PROVIDED DATA Block Start

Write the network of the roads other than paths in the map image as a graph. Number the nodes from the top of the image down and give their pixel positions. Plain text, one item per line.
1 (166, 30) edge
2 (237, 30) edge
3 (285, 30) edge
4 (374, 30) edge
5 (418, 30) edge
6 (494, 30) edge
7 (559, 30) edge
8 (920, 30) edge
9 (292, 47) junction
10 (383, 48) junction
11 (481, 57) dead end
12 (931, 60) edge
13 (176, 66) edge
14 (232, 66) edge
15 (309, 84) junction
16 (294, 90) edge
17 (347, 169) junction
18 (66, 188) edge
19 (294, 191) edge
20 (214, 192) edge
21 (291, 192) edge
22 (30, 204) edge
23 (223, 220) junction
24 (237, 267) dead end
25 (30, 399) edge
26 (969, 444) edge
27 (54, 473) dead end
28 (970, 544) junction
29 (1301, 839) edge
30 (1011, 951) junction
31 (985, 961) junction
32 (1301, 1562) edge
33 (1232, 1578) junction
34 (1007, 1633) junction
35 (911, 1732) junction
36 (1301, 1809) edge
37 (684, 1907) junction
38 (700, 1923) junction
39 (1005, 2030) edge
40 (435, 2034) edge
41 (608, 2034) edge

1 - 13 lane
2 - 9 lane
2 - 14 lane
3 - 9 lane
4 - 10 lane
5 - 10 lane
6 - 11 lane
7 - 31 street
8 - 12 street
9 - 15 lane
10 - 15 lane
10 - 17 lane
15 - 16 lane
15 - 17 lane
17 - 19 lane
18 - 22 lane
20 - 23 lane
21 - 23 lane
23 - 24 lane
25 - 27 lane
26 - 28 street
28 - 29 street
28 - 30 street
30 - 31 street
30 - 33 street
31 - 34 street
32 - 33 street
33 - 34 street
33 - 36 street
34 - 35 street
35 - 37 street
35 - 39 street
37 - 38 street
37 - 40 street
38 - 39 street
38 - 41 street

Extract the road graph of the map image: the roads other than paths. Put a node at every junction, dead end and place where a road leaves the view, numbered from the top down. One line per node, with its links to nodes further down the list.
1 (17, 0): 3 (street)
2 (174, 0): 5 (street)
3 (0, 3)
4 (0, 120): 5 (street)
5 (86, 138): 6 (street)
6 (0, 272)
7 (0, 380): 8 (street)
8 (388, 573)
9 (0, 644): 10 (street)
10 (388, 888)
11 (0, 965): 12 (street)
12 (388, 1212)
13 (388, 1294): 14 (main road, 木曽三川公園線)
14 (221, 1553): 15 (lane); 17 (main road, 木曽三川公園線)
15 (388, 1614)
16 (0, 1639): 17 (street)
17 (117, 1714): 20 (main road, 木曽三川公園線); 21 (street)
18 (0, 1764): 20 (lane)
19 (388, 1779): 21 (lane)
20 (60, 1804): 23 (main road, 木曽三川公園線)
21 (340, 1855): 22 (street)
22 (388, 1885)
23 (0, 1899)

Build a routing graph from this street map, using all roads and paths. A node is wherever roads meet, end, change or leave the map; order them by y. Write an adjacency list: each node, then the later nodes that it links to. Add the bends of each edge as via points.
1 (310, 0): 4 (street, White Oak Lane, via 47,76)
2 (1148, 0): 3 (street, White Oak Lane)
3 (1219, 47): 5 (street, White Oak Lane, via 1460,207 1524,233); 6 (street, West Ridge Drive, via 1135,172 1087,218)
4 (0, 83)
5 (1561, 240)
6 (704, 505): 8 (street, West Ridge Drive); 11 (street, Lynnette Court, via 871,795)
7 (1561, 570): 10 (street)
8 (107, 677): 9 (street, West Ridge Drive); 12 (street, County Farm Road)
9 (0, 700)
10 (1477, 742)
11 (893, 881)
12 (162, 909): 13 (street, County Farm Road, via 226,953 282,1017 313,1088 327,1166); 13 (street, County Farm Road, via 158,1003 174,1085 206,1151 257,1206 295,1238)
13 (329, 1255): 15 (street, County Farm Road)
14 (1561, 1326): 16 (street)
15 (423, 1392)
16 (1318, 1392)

PROVIDED DATA Block End

# [AIM OF THE EXERCISE]
All of the entries above should be output exactly as they are.

# [RESULT OF THE EXERCISE]
Write the network of the roads other than paths in the map image as a graph. Number the nodes from the top of the image down and give their pixel positions. Plain text, one item per line.
1 (166, 30) edge
2 (237, 30) edge
3 (285, 30) edge
4 (374, 30) edge
5 (418, 30) edge
6 (494, 30) edge
7 (559, 30) edge
8 (920, 30) edge
9 (292, 47) junction
10 (383, 48) junction
11 (481, 57) dead end
12 (931, 60) edge
13 (176, 66) edge
14 (232, 66) edge
15 (309, 84) junction
16 (294, 90) edge
17 (347, 169) junction
18 (66, 188) edge
19 (294, 191) edge
20 (214, 192) edge
21 (291, 192) edge
22 (30, 204) edge
23 (223, 220) junction
24 (237, 267) dead end
25 (30, 399) edge
26 (969, 444) edge
27 (54, 473) dead end
28 (970, 544) junction
29 (1301, 839) edge
30 (1011, 951) junction
31 (985, 961) junction
32 (1301, 1562) edge
33 (1232, 1578) junction
34 (1007, 1633) junction
35 (911, 1732) junction
36 (1301, 1809) edge
37 (684, 1907) junction
38 (700, 1923) junction
39 (1005, 2030) edge
40 (435, 2034) edge
41 (608, 2034) edge

1 - 13 lane
2 - 9 lane
2 - 14 lane
3 - 9 lane
4 - 10 lane
5 - 10 lane
6 - 11 lane
7 - 31 street
8 - 12 street
9 - 15 lane
10 - 15 lane
10 - 17 lane
15 - 16 lane
15 - 17 lane
17 - 19 lane
18 - 22 lane
20 - 23 lane
21 - 23 lane
23 - 24 lane
25 - 27 lane
26 - 28 street
28 - 29 street
28 - 30 street
30 - 31 street
30 - 33 street
31 - 34 street
32 - 33 street
33 - 34 street
33 - 36 street
34 - 35 street
35 - 37 street
35 - 39 street
37 - 38 street
37 - 40 street
38 - 39 street
38 - 41 street

Extract the road graph of the map image: the roads other than paths. Put a node at every junction, dead end and place where a road leaves the view, numbered from the top down. One line per node, with its links to nodes further down the list.
1 (17, 0): 3 (street)
2 (174, 0): 5 (street)
3 (0, 3)
4 (0, 120): 5 (street)
5 (86, 138): 6 (street)
6 (0, 272)
7 (0, 380): 8 (street)
8 (388, 573)
9 (0, 644): 10 (street)
10 (388, 888)
11 (0, 965): 12 (street)
12 (388, 1212)
13 (388, 1294): 14 (main road, 木曽三川公園線)
14 (221, 1553): 15 (lane); 17 (main road, 木曽三川公園線)
15 (388, 1614)
16 (0, 1639): 17 (street)
17 (117, 1714): 20 (main road, 木曽三川公園線); 21 (street)
18 (0, 1764): 20 (lane)
19 (388, 1779): 21 (lane)
20 (60, 1804): 23 (main road, 木曽三川公園線)
21 (340, 1855): 22 (street)
22 (388, 1885)
23 (0, 1899)

Build a routing graph from this street map, using all roads and paths. A node is wherever roads meet, end, change or leave the map; order them by y. Write an adjacency list: each node, then the later nodes that it links to. Add the bends of each edge as via points.
1 (310, 0): 4 (street, White Oak Lane, via 47,76)
2 (1148, 0): 3 (street, White Oak Lane)
3 (1219, 47): 5 (street, White Oak Lane, via 1460,207 1524,233); 6 (street, West Ridge Drive, via 1135,172 1087,218)
4 (0, 83)
5 (1561, 240)
6 (704, 505): 8 (street, West Ridge Drive); 11 (street, Lynnette Court, via 871,795)
7 (1561, 570): 10 (street)
8 (107, 677): 9 (street, West Ridge Drive); 12 (street, County Farm Road)
9 (0, 700)
10 (1477, 742)
11 (893, 881)
12 (162, 909): 13 (street, County Farm Road, via 226,953 282,1017 313,1088 327,1166); 13 (street, County Farm Road, via 158,1003 174,1085 206,1151 257,1206 295,1238)
13 (329, 1255): 15 (street, County Farm Road)
14 (1561, 1326): 16 (street)
15 (423, 1392)
16 (1318, 1392)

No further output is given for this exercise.